The Precision Medicine in Liver Cancer throughout Asia-Pacific Network (PLANet) study, which is one of the biggest prospective cohorts for HCC, provided the basis for this investigation.
HCC is the seventh most widespread cancer in the world, but due to its high mortality rate, it is also the fourth largest cause of cancer death. Surprisingly, Asian populations bear a disproportionate 80 percent of the disease burden. Despite much effort, no validated prognostic biomarker for systemic therapy in HCC exists, and treatment success remains low.
To address this unmet clinical need, the PLANet project was started as part of this effort to recruit a prospective HCC patient cohort across various Asian nations in collaboration with the Asia-Pacific Hepatocellular Carcinoma (AHCC) Trials Group. PLANet attempts to better understand intra-tumour heterogeneity (ITH), or molecular diversity within a tumor, as well as how to apply this knowledge to aid patient stratification and treatment in HCC.
In 2017, the researchers discovered that HCC patients have a wide spectrum of genetic ITH.
Figure 1: Hepatocellular carcinomas (HCC) diversify over time, resulting in numerous co-existing subtypes in a considerable number of cases, necessitating the use of multiple systemic medications to treat the disease.
The current work is the first to look at ITH across multi-omic data layers (genome, transcriptome, and immunome) in HCC and is based on a cohort of 67 patients from four Asian countries from the PLANet trial. Researchers discovered differences in both genomic (DNA mutation) and transcriptomic (RNA expression) characteristics in various locations of the same tumor. They discovered that the extent of such variants varies by patient, with over 30 percent of patients having a high transcriptome ITH, meaning that a single tumor can have numerous transcriptomic subtypes.
Such a dynamic, evolving process in HCC helps to explain the poor response to systemic therapy in HCC, where medicines that simply target a specific set of molecular targets are insufficient. The authors used the PLANet cohort to show how combination medicines can potentially address high ITH and improve HCC therapy response rates. The findings of this study provide a unique scientific foundation for the development of novel HCC treatments. The group will focus on ways to improve liver cancer treatment outcomes by addressing this constantly developing heterogeneity in the following phase.
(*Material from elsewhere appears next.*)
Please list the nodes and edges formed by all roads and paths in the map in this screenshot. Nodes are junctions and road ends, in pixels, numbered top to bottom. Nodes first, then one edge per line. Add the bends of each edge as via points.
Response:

The PLANet study also has offered an atlas for academics and physicians to assess the progression of liver cancer. Such genomic data will give a firm foundation for understanding how individual patients may respond to medication therapies differently, allowing precision medicine to treat patients differently in the future. The Singapore Oncology Data Portal (OncoSG) has made the data from this study publicly available, allowing for the integration, visualization, analysis, and sharing of cancer genomics datasets created in Singapore.
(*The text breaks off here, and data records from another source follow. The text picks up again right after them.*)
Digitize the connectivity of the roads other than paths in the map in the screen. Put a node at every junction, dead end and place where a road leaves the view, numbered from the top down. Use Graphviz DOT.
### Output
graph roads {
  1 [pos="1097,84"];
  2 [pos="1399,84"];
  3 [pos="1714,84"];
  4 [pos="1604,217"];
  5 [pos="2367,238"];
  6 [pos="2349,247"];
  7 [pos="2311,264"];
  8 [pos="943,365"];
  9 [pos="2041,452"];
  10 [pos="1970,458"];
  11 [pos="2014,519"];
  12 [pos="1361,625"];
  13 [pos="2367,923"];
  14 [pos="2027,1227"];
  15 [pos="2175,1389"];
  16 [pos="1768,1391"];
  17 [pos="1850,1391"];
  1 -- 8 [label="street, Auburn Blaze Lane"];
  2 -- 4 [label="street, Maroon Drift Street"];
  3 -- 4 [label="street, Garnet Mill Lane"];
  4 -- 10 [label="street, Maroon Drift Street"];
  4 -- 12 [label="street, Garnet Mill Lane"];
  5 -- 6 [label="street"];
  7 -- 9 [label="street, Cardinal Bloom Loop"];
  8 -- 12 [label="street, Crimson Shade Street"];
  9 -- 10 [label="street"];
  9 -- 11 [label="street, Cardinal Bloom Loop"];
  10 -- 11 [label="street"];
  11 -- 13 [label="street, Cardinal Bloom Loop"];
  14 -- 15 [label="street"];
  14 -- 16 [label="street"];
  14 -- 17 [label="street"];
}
“This study depicted the first full landscape of tumour heterogeneity in HCC, providing a solid basis harnessing tumour evolution for patient prognosis and treatment,” said said Dr. Zhai Weiwei, a former lead investigator at GIS who co-led this work.
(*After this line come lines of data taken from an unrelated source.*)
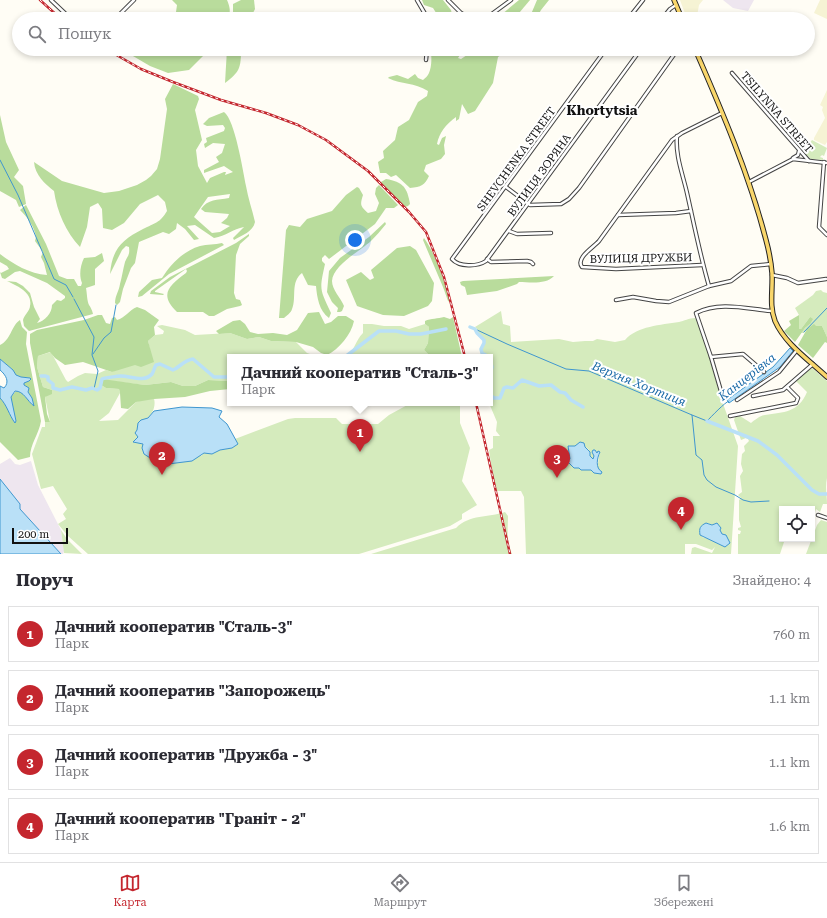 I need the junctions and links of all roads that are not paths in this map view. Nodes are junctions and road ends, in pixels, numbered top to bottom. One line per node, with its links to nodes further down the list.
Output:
1 (51, 0): 9 (street)
2 (134, 0): 10 (street)
3 (417, 0): 11 (street)
4 (448, 0): 12 (street)
5 (511, 0): 13 (street)
6 (642, 0): 14 (street)
7 (674, 0): 8 (main road)
8 (676, 5): 15 (street); 16 (main road)
9 (64, 12)
10 (122, 12)
11 (424, 12)
12 (460, 12)
13 (495, 12)
14 (633, 12)
15 (668, 12)
16 (679, 12)
17 (426, 56): 22 (street)
18 (601, 56): 31 (street, SHEVCHENKA STREET)
19 (636, 56): 32 (street, ВУЛИЦЯ ЗОРЯНА)
20 (673, 56): 32 (street)
21 (698, 56): 24 (main road)
22 (426, 60)
23 (732, 73): 26 (street, TSILYNNA STREET)
24 (722, 113): 25 (street); 30 (main road)
25 (677, 136): 33 (street); 34 (street)
26 (800, 151): 27 (street); 28 (street, TSILYNNA STREET)
27 (793, 159): 28 (street); 30 (street)
28 (809, 161): 29 (street)
29 (825, 162): 37 (street)
30 (749, 182): 40 (main road)
31 (506, 187): 32 (street); 38 (street, SHEVCHENKA STREET)
32 (528, 204): 35 (street, ВУЛИЦЯ ЗОРЯНА)
33 (691, 211): 34 (street); 41 (street)
34 (618, 215): 41 (street, ВУЛИЦЯ ДРУЖБИ)
35 (509, 231): 36 (street); 38 (street, ВУЛИЦЯ ЗОРЯНА)
36 (550, 233)
37 (827, 235)
38 (487, 259): 39 (street)
39 (533, 264)
40 (771, 264): 42 (main road); 44 (street)
41 (702, 265): 44 (street)
42 (772, 275): 43 (street); 46 (main road)
43 (826, 279)
44 (709, 286): 45 (street)
45 (616, 300)
46 (772, 311): 47 (main road); 48 (street)
47 (798, 350): 49 (main road); 55 (street)
48 (711, 357): 50 (street); 54 (street)
49 (813, 363): 51 (main road); 52 (street)
50 (764, 372)
51 (827, 376)
52 (787, 387): 53 (street); 56 (street)
53 (752, 396)
54 (723, 398)
55 (737, 400)
56 (730, 416)
57 (818, 515): 58 (street)
58 (827, 518) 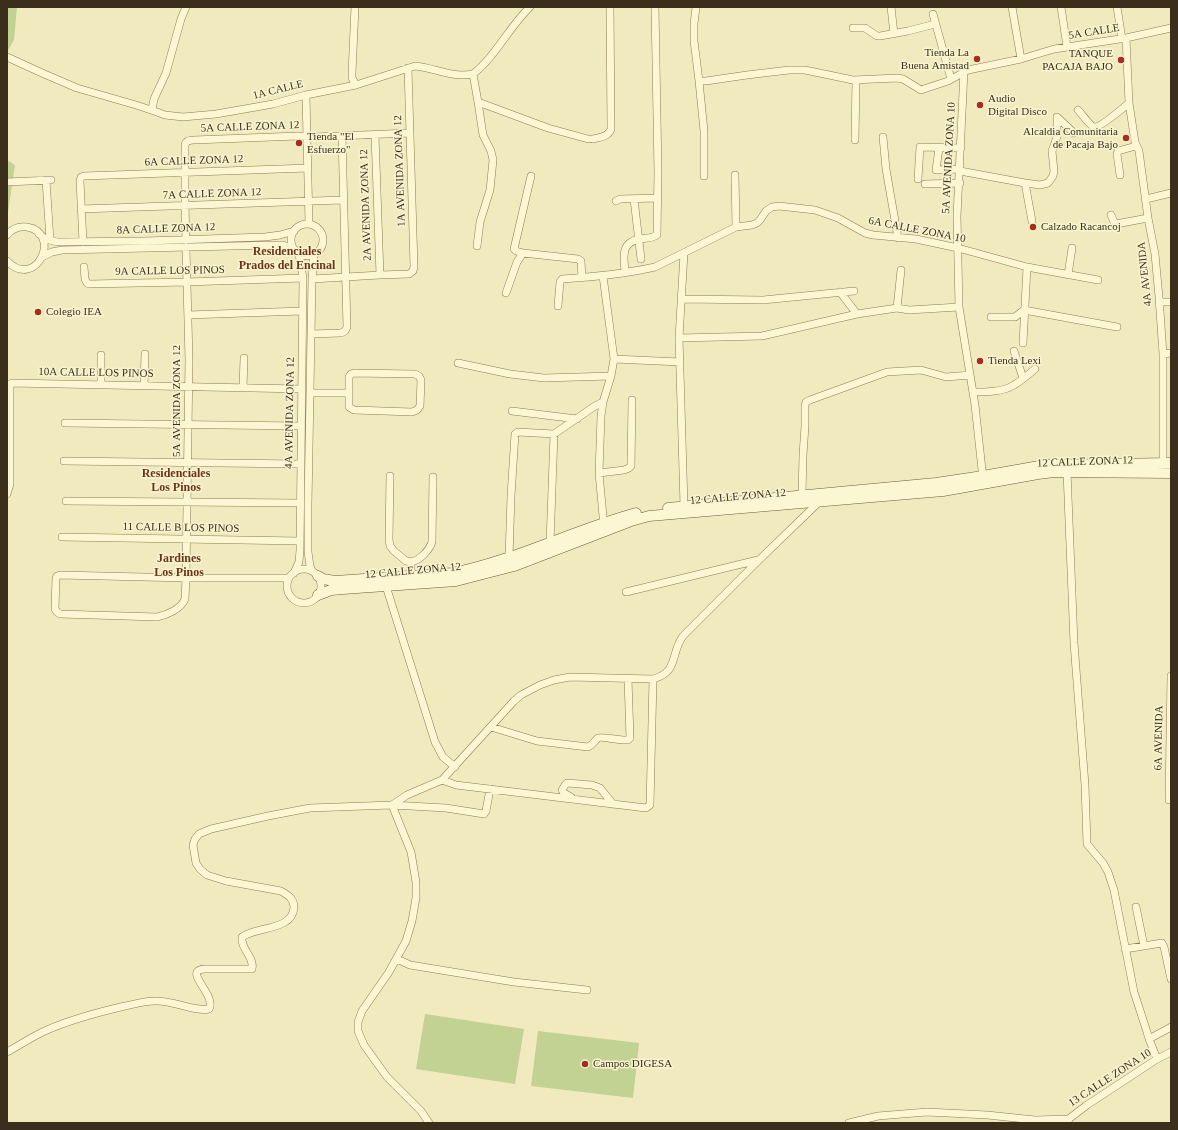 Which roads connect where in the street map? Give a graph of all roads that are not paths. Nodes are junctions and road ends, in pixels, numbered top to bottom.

“I have been treating HCC for more than 20 years and have conducted multi-national clinical trials in this cancer,” said said Professor Pierce Chow, senior author of the study, overall principal investigator of PLANet, and Senior Consultant, Department of Hepato-Pancreato-Biliary/Transplant Surgery, Division of Surgery and Surgical Oncology at SGH and NCCS, “but HCC remains a very challenging malignancy. Significant scientific breakthroughs are required to further improve patient outcomes and our current findings provide an important step in this direction.”